Je savais que le jeune homme appartenait à une bonne famille de race espagnole et qu'il jouissait d'une fortune relativement assez considérable; mais à peine fut-il marié que je reconnus combien je m'étais trompé sur le chiffre de cette fortune.

Don Luis Gálvez qui, quelque temps auparavant, avait nettement refusé toute situation diplomatique, avait subitement changé d'avis aussitôt après son mariage. Il avait fait agir tant de hautes influences et avait manœuvré si habilement, qu'il réussit à se faire nommer secrétaire de la légation mexicaine à Washington.

Il est vrai qu'il avait en même temps reçu l'ordre d'être rendu à son poste au bout d'un mois.

Don Luis ne réclama pas. Ce temps lui parut plus que suffisant pour terminer ses préparatifs. Mais comme, disait-il, il voulait faire grande figure à Washington et montrer aux Américains du Nord de quelle façon les Mexicains comprenaient le luxe et jusqu'à quel point ils savaient le pousser quand cela leur plaisait, il liquida sa fortune, s'entendit avec de grandes maisons de banque anglaises et françaises, et se munit de lettres de crédit nombreuses sur de riches banquiers de New-York.

Je fus littéralement stupéfié lorsque j'appris par hasard, de la bouche même de don Luis Gálvez qui, vis-à-vis de moi, étranger, croyait ne pas devoir se cacher, que ces lettres de crédit se montaient à la somme énorme de six millions de piastres, c'est-à-dire plus de trente millions de francs. D'où pouvait provenir une si immense fortune? Voilà ce qu'il me fut impossible de découvrir, d'autant plus que rien ne m'autorisait à interroger Don Luis à ce sujet.

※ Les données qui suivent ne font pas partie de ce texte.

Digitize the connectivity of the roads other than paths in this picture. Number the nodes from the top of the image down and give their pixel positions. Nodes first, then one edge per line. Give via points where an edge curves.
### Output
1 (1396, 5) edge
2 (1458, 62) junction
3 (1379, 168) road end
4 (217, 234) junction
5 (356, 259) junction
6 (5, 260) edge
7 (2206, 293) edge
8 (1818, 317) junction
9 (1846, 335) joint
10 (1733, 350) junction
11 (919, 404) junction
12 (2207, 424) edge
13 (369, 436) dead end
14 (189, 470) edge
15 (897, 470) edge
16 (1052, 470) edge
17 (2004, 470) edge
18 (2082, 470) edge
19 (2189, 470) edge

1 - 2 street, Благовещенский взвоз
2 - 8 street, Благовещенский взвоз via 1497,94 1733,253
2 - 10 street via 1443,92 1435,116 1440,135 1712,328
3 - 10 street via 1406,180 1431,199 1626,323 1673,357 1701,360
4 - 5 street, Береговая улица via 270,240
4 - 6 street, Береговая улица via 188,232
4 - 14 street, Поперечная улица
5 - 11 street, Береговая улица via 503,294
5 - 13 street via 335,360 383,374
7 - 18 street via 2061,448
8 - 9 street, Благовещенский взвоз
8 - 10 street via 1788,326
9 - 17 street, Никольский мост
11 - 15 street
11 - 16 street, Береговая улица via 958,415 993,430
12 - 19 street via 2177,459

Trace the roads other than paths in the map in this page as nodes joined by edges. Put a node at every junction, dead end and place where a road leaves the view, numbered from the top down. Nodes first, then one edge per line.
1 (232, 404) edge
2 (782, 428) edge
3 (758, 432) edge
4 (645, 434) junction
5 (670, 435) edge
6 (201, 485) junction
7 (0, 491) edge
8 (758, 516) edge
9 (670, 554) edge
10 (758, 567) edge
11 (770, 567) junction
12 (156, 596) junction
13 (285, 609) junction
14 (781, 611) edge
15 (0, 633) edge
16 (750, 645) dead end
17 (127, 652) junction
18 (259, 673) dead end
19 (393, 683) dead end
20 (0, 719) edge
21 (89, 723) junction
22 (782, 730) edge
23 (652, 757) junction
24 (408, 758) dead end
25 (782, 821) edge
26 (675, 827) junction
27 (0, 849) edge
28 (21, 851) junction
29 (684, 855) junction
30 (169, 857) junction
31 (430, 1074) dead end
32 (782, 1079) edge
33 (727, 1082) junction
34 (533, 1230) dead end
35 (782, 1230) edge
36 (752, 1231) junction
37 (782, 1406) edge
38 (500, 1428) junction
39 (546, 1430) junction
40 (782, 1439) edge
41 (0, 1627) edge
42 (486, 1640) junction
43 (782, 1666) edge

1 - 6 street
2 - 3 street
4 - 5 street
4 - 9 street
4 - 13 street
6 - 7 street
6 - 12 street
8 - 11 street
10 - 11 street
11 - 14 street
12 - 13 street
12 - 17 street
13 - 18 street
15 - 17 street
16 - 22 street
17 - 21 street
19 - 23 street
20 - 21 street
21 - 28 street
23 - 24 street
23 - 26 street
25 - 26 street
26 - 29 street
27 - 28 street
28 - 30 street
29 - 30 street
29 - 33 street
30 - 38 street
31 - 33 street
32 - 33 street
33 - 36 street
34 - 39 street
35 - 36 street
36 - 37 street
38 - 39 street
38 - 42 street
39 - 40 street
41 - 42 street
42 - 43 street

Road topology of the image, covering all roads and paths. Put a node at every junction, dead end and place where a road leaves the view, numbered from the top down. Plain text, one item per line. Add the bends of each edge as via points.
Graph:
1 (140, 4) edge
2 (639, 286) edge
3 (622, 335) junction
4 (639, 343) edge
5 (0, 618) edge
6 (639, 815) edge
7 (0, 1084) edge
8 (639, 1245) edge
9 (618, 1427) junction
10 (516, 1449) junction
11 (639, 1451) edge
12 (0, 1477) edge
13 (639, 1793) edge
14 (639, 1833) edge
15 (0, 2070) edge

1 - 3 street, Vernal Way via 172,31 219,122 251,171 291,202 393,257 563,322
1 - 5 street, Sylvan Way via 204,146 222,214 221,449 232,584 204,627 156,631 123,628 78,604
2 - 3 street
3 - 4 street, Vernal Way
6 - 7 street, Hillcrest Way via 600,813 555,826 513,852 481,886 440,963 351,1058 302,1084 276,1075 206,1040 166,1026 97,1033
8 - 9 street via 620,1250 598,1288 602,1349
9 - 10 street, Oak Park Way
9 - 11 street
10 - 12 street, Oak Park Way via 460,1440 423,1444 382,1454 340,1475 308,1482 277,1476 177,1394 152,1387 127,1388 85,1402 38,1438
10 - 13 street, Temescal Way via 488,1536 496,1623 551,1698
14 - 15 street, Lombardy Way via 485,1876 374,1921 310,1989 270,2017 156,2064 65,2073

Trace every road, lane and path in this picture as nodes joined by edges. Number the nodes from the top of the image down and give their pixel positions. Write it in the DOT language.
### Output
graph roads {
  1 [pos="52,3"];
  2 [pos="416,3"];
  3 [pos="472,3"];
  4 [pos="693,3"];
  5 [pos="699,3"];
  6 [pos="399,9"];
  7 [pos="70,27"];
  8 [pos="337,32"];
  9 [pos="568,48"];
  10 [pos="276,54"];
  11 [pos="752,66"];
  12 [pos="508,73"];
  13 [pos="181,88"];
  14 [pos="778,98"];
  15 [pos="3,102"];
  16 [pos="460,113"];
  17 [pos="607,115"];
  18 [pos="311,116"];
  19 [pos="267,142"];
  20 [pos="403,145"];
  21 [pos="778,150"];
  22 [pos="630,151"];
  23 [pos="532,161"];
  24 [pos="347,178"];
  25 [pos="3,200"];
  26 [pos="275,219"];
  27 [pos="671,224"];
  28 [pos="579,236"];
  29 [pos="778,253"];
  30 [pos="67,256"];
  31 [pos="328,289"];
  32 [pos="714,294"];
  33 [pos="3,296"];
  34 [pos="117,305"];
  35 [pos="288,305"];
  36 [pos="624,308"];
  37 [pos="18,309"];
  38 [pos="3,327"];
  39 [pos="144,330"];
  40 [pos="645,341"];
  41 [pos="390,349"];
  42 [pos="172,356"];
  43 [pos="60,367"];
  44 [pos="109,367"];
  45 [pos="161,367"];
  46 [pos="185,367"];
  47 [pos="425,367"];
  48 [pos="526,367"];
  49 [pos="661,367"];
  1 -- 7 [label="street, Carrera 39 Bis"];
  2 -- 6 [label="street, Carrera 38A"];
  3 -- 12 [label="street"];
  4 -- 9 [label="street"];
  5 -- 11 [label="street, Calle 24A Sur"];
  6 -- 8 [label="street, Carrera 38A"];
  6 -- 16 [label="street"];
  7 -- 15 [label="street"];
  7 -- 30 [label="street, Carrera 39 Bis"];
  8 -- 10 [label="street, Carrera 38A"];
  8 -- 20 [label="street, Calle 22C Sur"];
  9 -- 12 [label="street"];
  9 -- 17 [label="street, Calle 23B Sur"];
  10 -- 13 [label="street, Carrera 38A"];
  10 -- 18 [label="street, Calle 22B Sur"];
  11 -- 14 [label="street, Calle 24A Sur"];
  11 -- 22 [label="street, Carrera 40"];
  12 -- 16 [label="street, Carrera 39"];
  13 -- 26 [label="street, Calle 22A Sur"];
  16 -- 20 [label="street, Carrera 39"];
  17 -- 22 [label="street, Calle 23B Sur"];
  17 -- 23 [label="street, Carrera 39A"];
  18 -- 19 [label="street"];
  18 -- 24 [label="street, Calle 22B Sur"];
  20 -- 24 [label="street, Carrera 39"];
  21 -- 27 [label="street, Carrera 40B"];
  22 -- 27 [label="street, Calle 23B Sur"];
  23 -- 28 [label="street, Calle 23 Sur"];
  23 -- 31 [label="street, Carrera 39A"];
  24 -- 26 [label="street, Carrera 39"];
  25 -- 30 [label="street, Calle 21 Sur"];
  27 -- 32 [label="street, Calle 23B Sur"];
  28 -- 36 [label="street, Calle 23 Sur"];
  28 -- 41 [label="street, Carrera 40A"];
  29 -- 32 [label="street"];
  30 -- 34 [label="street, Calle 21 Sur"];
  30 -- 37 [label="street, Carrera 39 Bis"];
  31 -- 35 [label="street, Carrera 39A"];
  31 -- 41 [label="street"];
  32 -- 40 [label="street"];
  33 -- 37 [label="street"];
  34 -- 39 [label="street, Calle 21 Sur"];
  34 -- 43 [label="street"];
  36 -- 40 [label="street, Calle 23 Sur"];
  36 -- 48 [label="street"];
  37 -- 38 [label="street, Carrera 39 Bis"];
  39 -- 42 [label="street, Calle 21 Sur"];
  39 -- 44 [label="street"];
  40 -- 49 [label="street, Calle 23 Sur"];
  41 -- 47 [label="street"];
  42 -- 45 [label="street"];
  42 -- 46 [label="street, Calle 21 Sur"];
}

Quelques jours plus tard, le nouveau marié fit ses adieux à ses amis, prit officiellement congé du président de la République, et après avoir tendrement embrassé sa femme qui ne devait le rejoindre à Washington que lorsqu'il y serait définitivement installé, il partit pour la Veracruz.

L'affaire des invisibles, ainsi qu'on la nommait, paraissait complètement oubliée, quoique don Juan demeurât toujours en prison. Rien ne m'intéressait plus à Mexico; je résolus d'en partir.

Cependant, avant de retourner sur le territoire indien, je me déterminai à visiter Puebla, Orizaba, et, d'étape en étape, de ville en ville, j'arrivai, sans trop savoir comment, jusqu'à la Veracruz, où je me trouvais déjà depuis un mois, quand j'appris que don Melchior Céspedes avait été de nouveau nommé gouverneur de Mexico.